### WORK INSTRUCTION
Every line below must be reproduced exactly. Copy them all.

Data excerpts
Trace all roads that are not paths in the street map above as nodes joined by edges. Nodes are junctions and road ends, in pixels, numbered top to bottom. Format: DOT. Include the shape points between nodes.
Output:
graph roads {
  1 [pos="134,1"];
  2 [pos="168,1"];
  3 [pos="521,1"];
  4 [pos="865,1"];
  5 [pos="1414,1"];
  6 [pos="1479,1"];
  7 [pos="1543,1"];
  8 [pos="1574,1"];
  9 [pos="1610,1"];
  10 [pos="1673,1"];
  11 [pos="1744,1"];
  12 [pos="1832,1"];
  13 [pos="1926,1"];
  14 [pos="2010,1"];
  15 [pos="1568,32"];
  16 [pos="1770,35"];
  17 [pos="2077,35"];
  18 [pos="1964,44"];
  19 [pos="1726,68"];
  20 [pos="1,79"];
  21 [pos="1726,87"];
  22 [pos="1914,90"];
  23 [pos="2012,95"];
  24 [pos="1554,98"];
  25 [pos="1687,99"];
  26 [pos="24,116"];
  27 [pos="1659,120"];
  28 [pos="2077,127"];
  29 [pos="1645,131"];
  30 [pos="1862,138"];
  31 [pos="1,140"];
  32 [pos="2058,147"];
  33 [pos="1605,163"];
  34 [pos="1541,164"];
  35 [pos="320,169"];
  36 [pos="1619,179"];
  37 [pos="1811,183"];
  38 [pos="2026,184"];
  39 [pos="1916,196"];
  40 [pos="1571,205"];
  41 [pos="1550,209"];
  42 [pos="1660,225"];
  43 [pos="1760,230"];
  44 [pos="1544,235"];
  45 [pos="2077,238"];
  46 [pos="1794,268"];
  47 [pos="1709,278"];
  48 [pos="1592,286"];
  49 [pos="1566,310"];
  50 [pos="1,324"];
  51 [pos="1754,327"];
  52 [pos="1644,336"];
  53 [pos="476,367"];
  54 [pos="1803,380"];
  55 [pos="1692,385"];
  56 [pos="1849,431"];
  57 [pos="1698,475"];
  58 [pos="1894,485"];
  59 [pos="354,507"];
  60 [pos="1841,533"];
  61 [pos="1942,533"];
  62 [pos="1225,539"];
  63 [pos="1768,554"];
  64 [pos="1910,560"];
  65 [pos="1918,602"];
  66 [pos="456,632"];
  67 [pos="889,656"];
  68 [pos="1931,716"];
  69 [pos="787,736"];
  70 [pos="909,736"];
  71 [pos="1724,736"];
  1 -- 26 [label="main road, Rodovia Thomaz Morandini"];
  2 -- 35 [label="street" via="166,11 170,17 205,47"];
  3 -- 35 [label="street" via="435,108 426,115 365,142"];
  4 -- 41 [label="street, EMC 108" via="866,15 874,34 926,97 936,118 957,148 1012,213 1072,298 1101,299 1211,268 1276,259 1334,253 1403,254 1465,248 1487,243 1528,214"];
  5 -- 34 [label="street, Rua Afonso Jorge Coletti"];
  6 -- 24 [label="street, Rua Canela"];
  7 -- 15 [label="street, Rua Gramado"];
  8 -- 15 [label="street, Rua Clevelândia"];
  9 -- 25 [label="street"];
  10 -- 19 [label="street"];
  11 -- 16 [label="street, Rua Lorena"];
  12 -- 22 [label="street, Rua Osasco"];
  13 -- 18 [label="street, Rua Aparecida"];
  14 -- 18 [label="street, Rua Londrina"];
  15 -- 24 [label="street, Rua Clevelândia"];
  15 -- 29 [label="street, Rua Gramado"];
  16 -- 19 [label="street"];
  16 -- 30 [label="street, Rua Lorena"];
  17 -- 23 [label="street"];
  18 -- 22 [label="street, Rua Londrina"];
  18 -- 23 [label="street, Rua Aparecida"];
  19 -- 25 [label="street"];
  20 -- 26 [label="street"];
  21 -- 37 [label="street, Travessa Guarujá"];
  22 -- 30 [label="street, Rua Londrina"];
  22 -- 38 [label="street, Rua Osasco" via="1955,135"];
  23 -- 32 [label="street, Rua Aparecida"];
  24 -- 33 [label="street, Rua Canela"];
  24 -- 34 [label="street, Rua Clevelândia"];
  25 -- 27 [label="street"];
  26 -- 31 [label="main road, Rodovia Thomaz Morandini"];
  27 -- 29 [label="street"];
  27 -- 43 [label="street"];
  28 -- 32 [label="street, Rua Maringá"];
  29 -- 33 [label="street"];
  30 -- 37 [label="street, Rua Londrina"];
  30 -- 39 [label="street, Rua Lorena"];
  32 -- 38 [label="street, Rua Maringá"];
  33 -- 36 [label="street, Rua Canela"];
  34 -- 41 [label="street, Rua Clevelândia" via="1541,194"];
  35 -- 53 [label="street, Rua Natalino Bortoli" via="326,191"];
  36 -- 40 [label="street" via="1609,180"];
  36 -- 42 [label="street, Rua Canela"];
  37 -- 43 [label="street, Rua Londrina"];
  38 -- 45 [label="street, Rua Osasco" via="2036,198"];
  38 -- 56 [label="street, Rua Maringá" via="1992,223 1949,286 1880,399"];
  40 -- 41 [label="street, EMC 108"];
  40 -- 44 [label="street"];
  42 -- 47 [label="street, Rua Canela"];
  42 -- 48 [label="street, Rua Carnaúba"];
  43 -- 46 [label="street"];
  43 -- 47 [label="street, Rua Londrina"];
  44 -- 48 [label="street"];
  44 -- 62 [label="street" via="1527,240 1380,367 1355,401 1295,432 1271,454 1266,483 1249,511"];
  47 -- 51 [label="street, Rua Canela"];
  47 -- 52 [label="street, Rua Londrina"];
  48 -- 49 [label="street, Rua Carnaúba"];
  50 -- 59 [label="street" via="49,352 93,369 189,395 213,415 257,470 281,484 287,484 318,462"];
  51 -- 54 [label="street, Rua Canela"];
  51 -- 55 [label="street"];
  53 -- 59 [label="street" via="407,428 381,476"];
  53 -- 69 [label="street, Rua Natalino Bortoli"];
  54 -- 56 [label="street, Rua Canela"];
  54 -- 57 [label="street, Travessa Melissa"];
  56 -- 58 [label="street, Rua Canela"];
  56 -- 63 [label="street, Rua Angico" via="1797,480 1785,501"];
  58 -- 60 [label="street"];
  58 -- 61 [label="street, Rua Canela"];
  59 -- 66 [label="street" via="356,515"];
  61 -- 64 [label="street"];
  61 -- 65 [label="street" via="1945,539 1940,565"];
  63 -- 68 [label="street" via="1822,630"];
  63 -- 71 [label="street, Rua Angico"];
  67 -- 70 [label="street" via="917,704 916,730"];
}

### TASK SOLUTION
Trace all roads that are not paths in the street map above as nodes joined by edges. Nodes are junctions and road ends, in pixels, numbered top to bottom. Format: DOT. Include the shape points between nodes.
Output:
graph roads {
  1 [pos="134,1"];
  2 [pos="168,1"];
  3 [pos="521,1"];
  4 [pos="865,1"];
  5 [pos="1414,1"];
  6 [pos="1479,1"];
  7 [pos="1543,1"];
  8 [pos="1574,1"];
  9 [pos="1610,1"];
  10 [pos="1673,1"];
  11 [pos="1744,1"];
  12 [pos="1832,1"];
  13 [pos="1926,1"];
  14 [pos="2010,1"];
  15 [pos="1568,32"];
  16 [pos="1770,35"];
  17 [pos="2077,35"];
  18 [pos="1964,44"];
  19 [pos="1726,68"];
  20 [pos="1,79"];
  21 [pos="1726,87"];
  22 [pos="1914,90"];
  23 [pos="2012,95"];
  24 [pos="1554,98"];
  25 [pos="1687,99"];
  26 [pos="24,116"];
  27 [pos="1659,120"];
  28 [pos="2077,127"];
  29 [pos="1645,131"];
  30 [pos="1862,138"];
  31 [pos="1,140"];
  32 [pos="2058,147"];
  33 [pos="1605,163"];
  34 [pos="1541,164"];
  35 [pos="320,169"];
  36 [pos="1619,179"];
  37 [pos="1811,183"];
  38 [pos="2026,184"];
  39 [pos="1916,196"];
  40 [pos="1571,205"];
  41 [pos="1550,209"];
  42 [pos="1660,225"];
  43 [pos="1760,230"];
  44 [pos="1544,235"];
  45 [pos="2077,238"];
  46 [pos="1794,268"];
  47 [pos="1709,278"];
  48 [pos="1592,286"];
  49 [pos="1566,310"];
  50 [pos="1,324"];
  51 [pos="1754,327"];
  52 [pos="1644,336"];
  53 [pos="476,367"];
  54 [pos="1803,380"];
  55 [pos="1692,385"];
  56 [pos="1849,431"];
  57 [pos="1698,475"];
  58 [pos="1894,485"];
  59 [pos="354,507"];
  60 [pos="1841,533"];
  61 [pos="1942,533"];
  62 [pos="1225,539"];
  63 [pos="1768,554"];
  64 [pos="1910,560"];
  65 [pos="1918,602"];
  66 [pos="456,632"];
  67 [pos="889,656"];
  68 [pos="1931,716"];
  69 [pos="787,736"];
  70 [pos="909,736"];
  71 [pos="1724,736"];
  1 -- 26 [label="main road, Rodovia Thomaz Morandini"];
  2 -- 35 [label="street" via="166,11 170,17 205,47"];
  3 -- 35 [label="street" via="435,108 426,115 365,142"];
  4 -- 41 [label="street, EMC 108" via="866,15 874,34 926,97 936,118 957,148 1012,213 1072,298 1101,299 1211,268 1276,259 1334,253 1403,254 1465,248 1487,243 1528,214"];
  5 -- 34 [label="street, Rua Afonso Jorge Coletti"];
  6 -- 24 [label="street, Rua Canela"];
  7 -- 15 [label="street, Rua Gramado"];
  8 -- 15 [label="street, Rua Clevelândia"];
  9 -- 25 [label="street"];
  10 -- 19 [label="street"];
  11 -- 16 [label="street, Rua Lorena"];
  12 -- 22 [label="street, Rua Osasco"];
  13 -- 18 [label="street, Rua Aparecida"];
  14 -- 18 [label="street, Rua Londrina"];
  15 -- 24 [label="street, Rua Clevelândia"];
  15 -- 29 [label="street, Rua Gramado"];
  16 -- 19 [label="street"];
  16 -- 30 [label="street, Rua Lorena"];
  17 -- 23 [label="street"];
  18 -- 22 [label="street, Rua Londrina"];
  18 -- 23 [label="street, Rua Aparecida"];
  19 -- 25 [label="street"];
  20 -- 26 [label="street"];
  21 -- 37 [label="street, Travessa Guarujá"];
  22 -- 30 [label="street, Rua Londrina"];
  22 -- 38 [label="street, Rua Osasco" via="1955,135"];
  23 -- 32 [label="street, Rua Aparecida"];
  24 -- 33 [label="street, Rua Canela"];
  24 -- 34 [label="street, Rua Clevelândia"];
  25 -- 27 [label="street"];
  26 -- 31 [label="main road, Rodovia Thomaz Morandini"];
  27 -- 29 [label="street"];
  27 -- 43 [label="street"];
  28 -- 32 [label="street, Rua Maringá"];
  29 -- 33 [label="street"];
  30 -- 37 [label="street, Rua Londrina"];
  30 -- 39 [label="street, Rua Lorena"];
  32 -- 38 [label="street, Rua Maringá"];
  33 -- 36 [label="street, Rua Canela"];
  34 -- 41 [label="street, Rua Clevelândia" via="1541,194"];
  35 -- 53 [label="street, Rua Natalino Bortoli" via="326,191"];
  36 -- 40 [label="street" via="1609,180"];
  36 -- 42 [label="street, Rua Canela"];
  37 -- 43 [label="street, Rua Londrina"];
  38 -- 45 [label="street, Rua Osasco" via="2036,198"];
  38 -- 56 [label="street, Rua Maringá" via="1992,223 1949,286 1880,399"];
  40 -- 41 [label="street, EMC 108"];
  40 -- 44 [label="street"];
  42 -- 47 [label="street, Rua Canela"];
  42 -- 48 [label="street, Rua Carnaúba"];
  43 -- 46 [label="street"];
  43 -- 47 [label="street, Rua Londrina"];
  44 -- 48 [label="street"];
  44 -- 62 [label="street" via="1527,240 1380,367 1355,401 1295,432 1271,454 1266,483 1249,511"];
  47 -- 51 [label="street, Rua Canela"];
  47 -- 52 [label="street, Rua Londrina"];
  48 -- 49 [label="street, Rua Carnaúba"];
  50 -- 59 [label="street" via="49,352 93,369 189,395 213,415 257,470 281,484 287,484 318,462"];
  51 -- 54 [label="street, Rua Canela"];
  51 -- 55 [label="street"];
  53 -- 59 [label="street" via="407,428 381,476"];
  53 -- 69 [label="street, Rua Natalino Bortoli"];
  54 -- 56 [label="street, Rua Canela"];
  54 -- 57 [label="street, Travessa Melissa"];
  56 -- 58 [label="street, Rua Canela"];
  56 -- 63 [label="street, Rua Angico" via="1797,480 1785,501"];
  58 -- 60 [label="street"];
  58 -- 61 [label="street, Rua Canela"];
  59 -- 66 [label="street" via="356,515"];
  61 -- 64 [label="street"];
  61 -- 65 [label="street" via="1945,539 1940,565"];
  63 -- 68 [label="street" via="1822,630"];
  63 -- 71 [label="street, Rua Angico"];
  67 -- 70 [label="street" via="917,704 916,730"];
}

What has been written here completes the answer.